Luke
Chapter 23
Spanish translation
1Y todos ellos lo llevaron ante Pilato.
2Y presentaron acusaciones contra él, diciendo: Hemos hallado a este hombre pervertidor de nuestra nación, que prohíbe dar tributos a César, y dice que él mismo es el Cristo, un rey.
3Entonces Pilato le preguntó, diciendo: ¿Eres tú el Rey de los judíos? Y él le respondió, diciendo: Tú lo dices.
4Y Pilato dijo a los principales sacerdotes y a la multitud: Ninguna culpa hallo en este hombre.
5Pero ellos insistían más, diciendo: Alborota al pueblo, enseñando por toda Judea, comenzando desde Galilea hasta aquí.
6Al oír esto, Pilato preguntó si el hombre era galileo.
7Y cuando supo que era de la jurisdicción de Herodes, lo remitió a Herodes, quien también estaba en Jerusalén en aquellos días.

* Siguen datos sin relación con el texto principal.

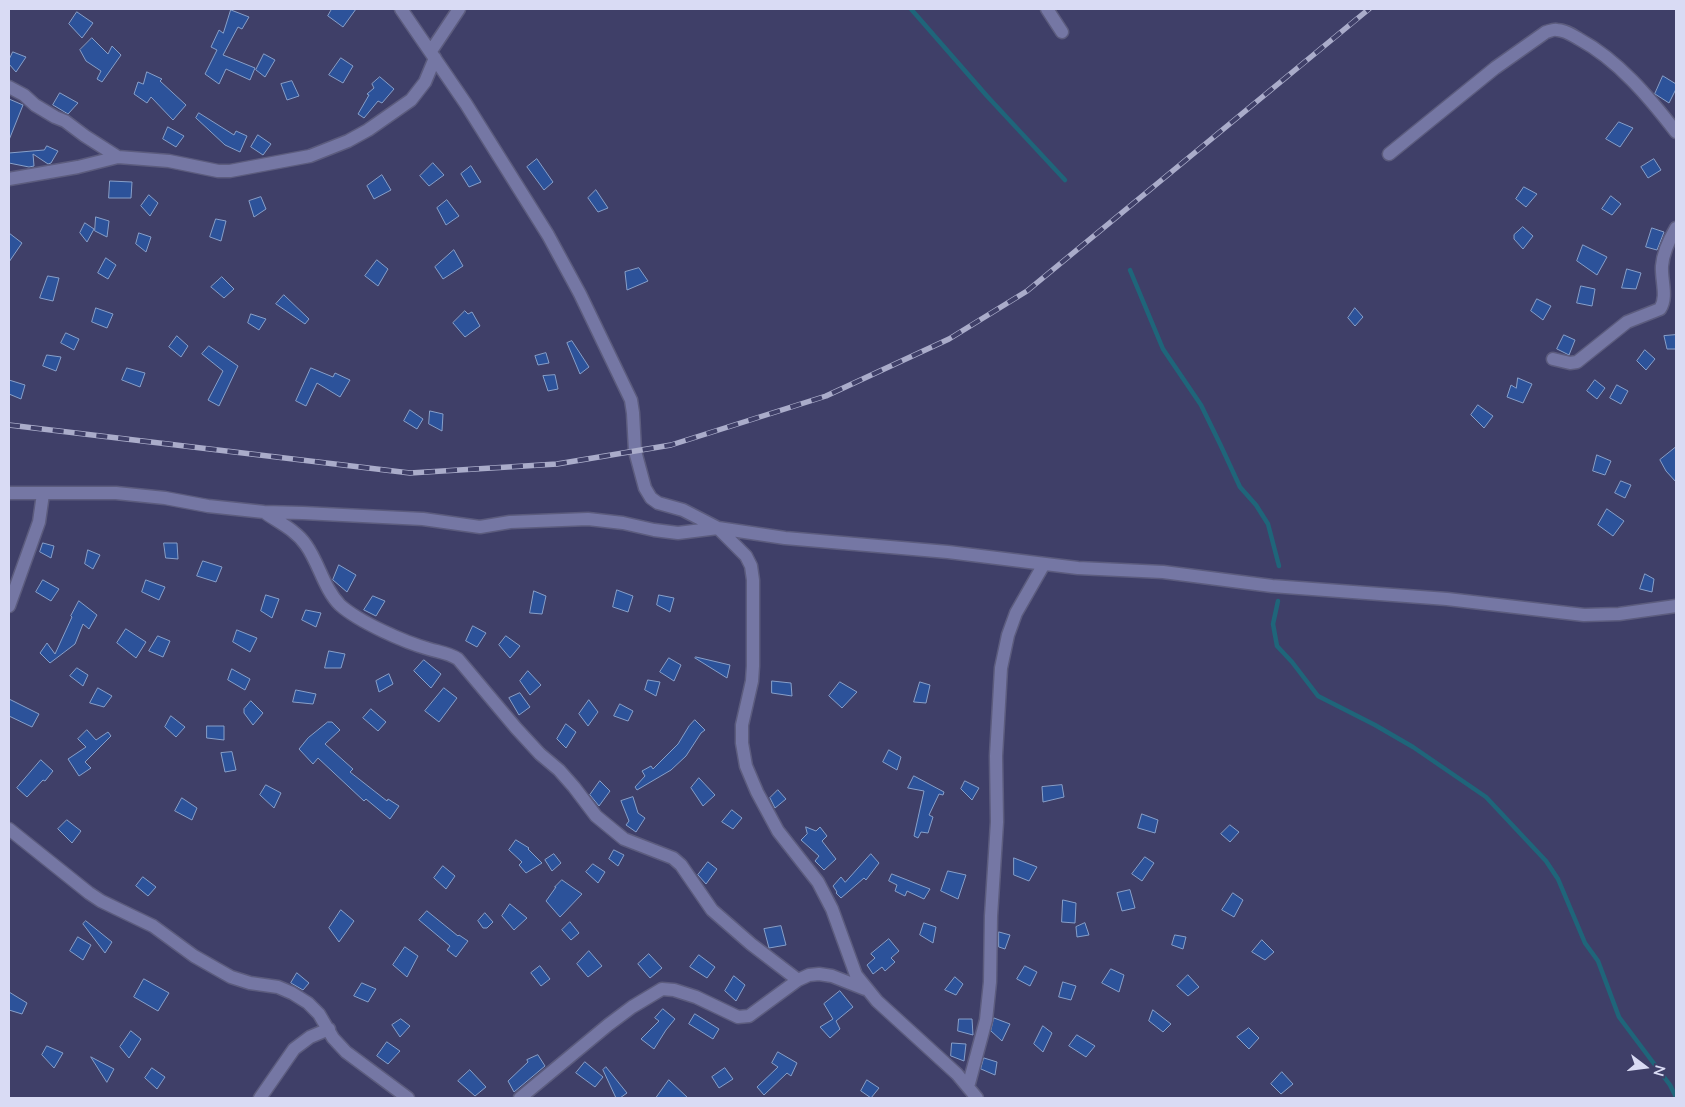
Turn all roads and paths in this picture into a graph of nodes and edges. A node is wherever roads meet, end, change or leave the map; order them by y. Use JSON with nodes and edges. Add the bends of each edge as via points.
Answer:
{"nodes":[{"id":1,"x":401,"y":9,"type":"edge"},
{"id":2,"x":459,"y":9,"type":"edge"},
{"id":3,"x":1047,"y":9,"type":"edge"},
{"id":4,"x":1062,"y":32,"type":"dead end"},
{"id":5,"x":433,"y":54,"type":"junction"},
{"id":6,"x":9,"y":87,"type":"edge"},
{"id":7,"x":1676,"y":132,"type":"edge"},
{"id":8,"x":1389,"y":154,"type":"dead end"},
{"id":9,"x":118,"y":157,"type":"junction"},
{"id":10,"x":9,"y":179,"type":"edge"},
{"id":11,"x":1676,"y":228,"type":"edge"},
{"id":12,"x":1553,"y":359,"type":"dead end"},
{"id":13,"x":9,"y":493,"type":"edge"},
{"id":14,"x":43,"y":494,"type":"junction"},
{"id":15,"x":264,"y":512,"type":"junction"},
{"id":16,"x":718,"y":528,"type":"junction"},
{"id":17,"x":1044,"y":564,"type":"junction"},
{"id":18,"x":9,"y":606,"type":"edge"},
{"id":19,"x":1676,"y":606,"type":"edge"},
{"id":20,"x":9,"y":829,"type":"edge"},
{"id":21,"x":798,"y":980,"type":"junction"},
{"id":22,"x":866,"y":989,"type":"junction"},
{"id":23,"x":329,"y":1029,"type":"junction"},
{"id":24,"x":968,"y":1087,"type":"junction"},
{"id":25,"x":260,"y":1098,"type":"edge"},
{"id":26,"x":408,"y":1098,"type":"edge"},
{"id":27,"x":520,"y":1098,"type":"edge"},
{"id":28,"x":977,"y":1098,"type":"edge"}],
"edges":[{"from":1,"to":5,"type":"street"},
{"from":2,"to":5,"type":"street"},
{"from":3,"to":4,"type":"street"},
{"from":5,"to":9,"type":"street","via":[[425,82],[411,100],[368,130],[310,156],[230,171]]},
{"from":5,"to":16,"type":"street","via":[[548,235],[609,351],[631,400],[634,451],[651,498]]},
{"from":6,"to":9,"type":"street"},
{"from":7,"to":8,"type":"street","via":[[1646,94],[1613,63],[1591,46],[1556,29],[1546,32],[1495,68]]},
{"from":9,"to":10,"type":"street"},
{"from":11,"to":12,"type":"street","via":[[1663,255],[1664,297],[1660,309],[1627,322],[1577,362]]},
{"from":13,"to":14,"type":"street"},
{"from":14,"to":15,"type":"street","via":[[116,493]]},
{"from":14,"to":18,"type":"street","via":[[39,522]]},
{"from":15,"to":16,"type":"street","via":[[423,519],[480,527],[510,522],[588,520],[678,533]]},
{"from":15,"to":21,"type":"street","via":[[302,539],[340,604],[354,616],[392,635],[458,659],[516,728],[574,787],[596,816],[624,839],[682,864],[712,910]]},
{"from":16,"to":17,"type":"street","via":[[785,538]]},
{"from":16,"to":22,"type":"street","via":[[746,556],[753,580],[753,666],[742,725],[746,766],[778,831],[818,882],[832,909],[856,975]]},
{"from":17,"to":19,"type":"street","via":[[1164,572],[1272,586],[1584,615]]},
{"from":17,"to":24,"type":"street","via":[[1016,613],[1000,668],[990,982],[986,1020]]},
{"from":20,"to":23,"type":"street","via":[[101,901],[153,926],[194,956],[231,977],[292,992],[308,1003]]},
{"from":21,"to":22,"type":"street","via":[[819,974]]},
{"from":21,"to":27,"type":"street","via":[[749,1016],[738,1017],[696,997],[662,989],[608,1025]]},
{"from":22,"to":24,"type":"street"},
{"from":23,"to":25,"type":"street","via":[[294,1049]]},
{"from":23,"to":26,"type":"street","via":[[346,1052]]},
{"from":24,"to":28,"type":"street"}]}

8Herodes, viendo a Jesús, se alegró mucho, porque hacía tiempo que deseaba verle; pues había oído hablar mucho de él, y esperaba verle hacer alguna señal.
9Y le hizo muchas preguntas, pero él nada le respondió.
10Y los principales sacerdotes y los escribas estaban acusándole con gran vehemencia.
11Entonces Herodes, con su guardia, le menospreció, y burlándose de él, le vistió de un ropaje espléndido, y lo remitió a Pilato.
12Y en ese mismo día Herodes y Pilato se hicieron amigos entre sí, porque antes estaban enemistados.
13Entonces Pilato, convocando a los principales sacerdotes, a los magistrados y al pueblo, les dijo:
14Me habéis presentado a este hombre como seductor del pueblo; pero habiéndole examinado delante de vosotros, no he hallado culpa alguna en él de aquellas cosas de que le acusáis.
15Y ni tampoco Herodes, porque os lo he remitido, y he aquí, nada digno de muerte ha hecho.
16Le castigaré, pues, y lo soltaré.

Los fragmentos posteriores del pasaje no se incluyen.